Start of Available records
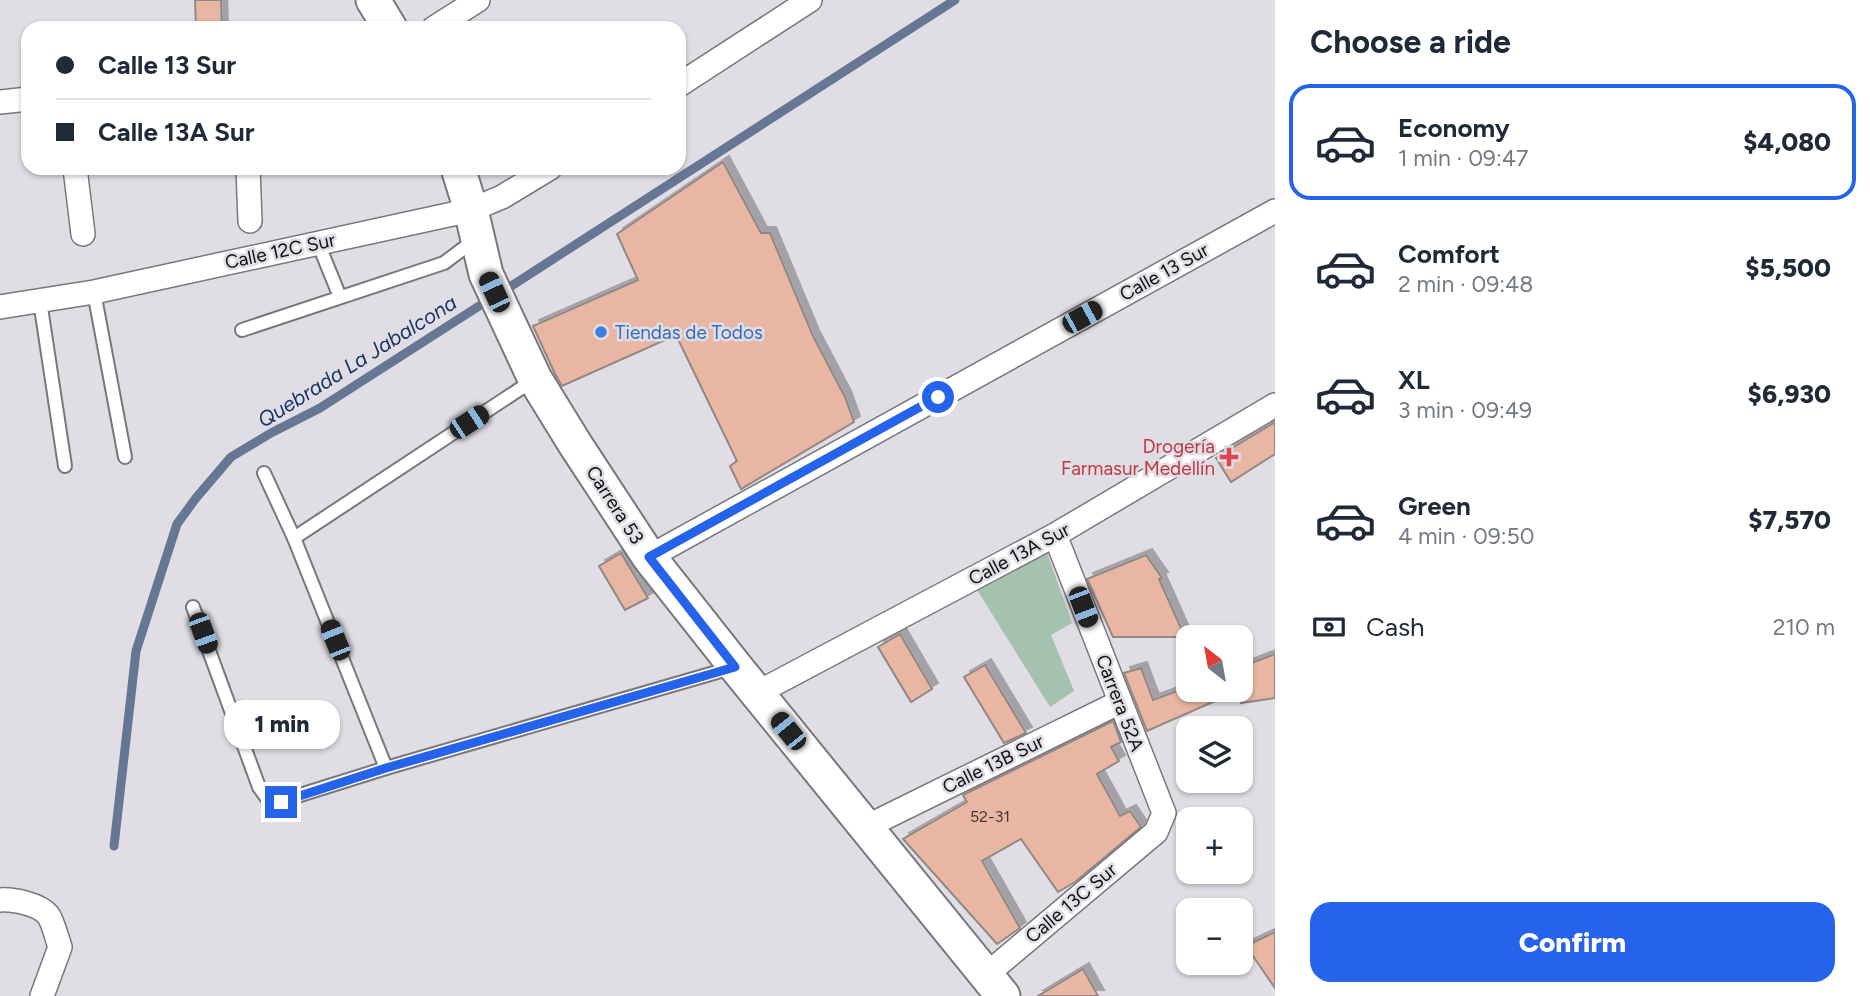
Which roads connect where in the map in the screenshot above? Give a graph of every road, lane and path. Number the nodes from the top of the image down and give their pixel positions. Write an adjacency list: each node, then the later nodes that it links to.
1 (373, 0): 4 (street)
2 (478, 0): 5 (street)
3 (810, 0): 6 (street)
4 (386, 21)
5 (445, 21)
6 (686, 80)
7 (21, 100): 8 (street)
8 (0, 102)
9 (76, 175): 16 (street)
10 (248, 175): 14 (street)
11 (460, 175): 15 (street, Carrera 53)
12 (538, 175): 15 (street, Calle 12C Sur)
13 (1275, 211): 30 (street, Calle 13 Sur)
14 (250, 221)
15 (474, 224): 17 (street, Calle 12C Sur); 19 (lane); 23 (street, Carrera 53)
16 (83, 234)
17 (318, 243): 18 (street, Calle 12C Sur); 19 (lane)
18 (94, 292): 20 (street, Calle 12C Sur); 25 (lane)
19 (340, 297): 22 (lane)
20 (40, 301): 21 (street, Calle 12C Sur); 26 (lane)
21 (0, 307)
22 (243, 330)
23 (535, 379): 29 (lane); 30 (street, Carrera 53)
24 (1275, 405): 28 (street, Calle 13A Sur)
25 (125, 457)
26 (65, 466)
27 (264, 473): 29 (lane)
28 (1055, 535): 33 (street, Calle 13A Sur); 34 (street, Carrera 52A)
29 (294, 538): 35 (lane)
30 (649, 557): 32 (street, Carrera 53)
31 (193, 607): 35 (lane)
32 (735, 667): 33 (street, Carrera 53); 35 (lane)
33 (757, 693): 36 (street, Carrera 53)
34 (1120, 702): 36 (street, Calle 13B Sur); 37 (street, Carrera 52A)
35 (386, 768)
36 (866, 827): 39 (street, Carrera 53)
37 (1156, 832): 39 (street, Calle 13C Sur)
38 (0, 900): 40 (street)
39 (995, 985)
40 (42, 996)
End of Available records
**Task prompt**
Where in the listing does the string "Calle" appear? Copy every line that has it.

**Output of the task**
12 (538, 175): 15 (street, Calle 12C Sur)
13 (1275, 211): 30 (street, Calle 13 Sur)
15 (474, 224): 17 (street, Calle 12C Sur); 19 (lane); 23 (street, Carrera 53)
17 (318, 243): 18 (street, Calle 12C Sur); 19 (lane)
18 (94, 292): 20 (street, Calle 12C Sur); 25 (lane)
20 (40, 301): 21 (street, Calle 12C Sur); 26 (lane)
24 (1275, 405): 28 (street, Calle 13A Sur)
28 (1055, 535): 33 (street, Calle 13A Sur); 34 (street, Carrera 52A)
34 (1120, 702): 36 (street, Calle 13B Sur); 37 (street, Carrera 52A)
37 (1156, 832): 39 (street, Calle 13C Sur)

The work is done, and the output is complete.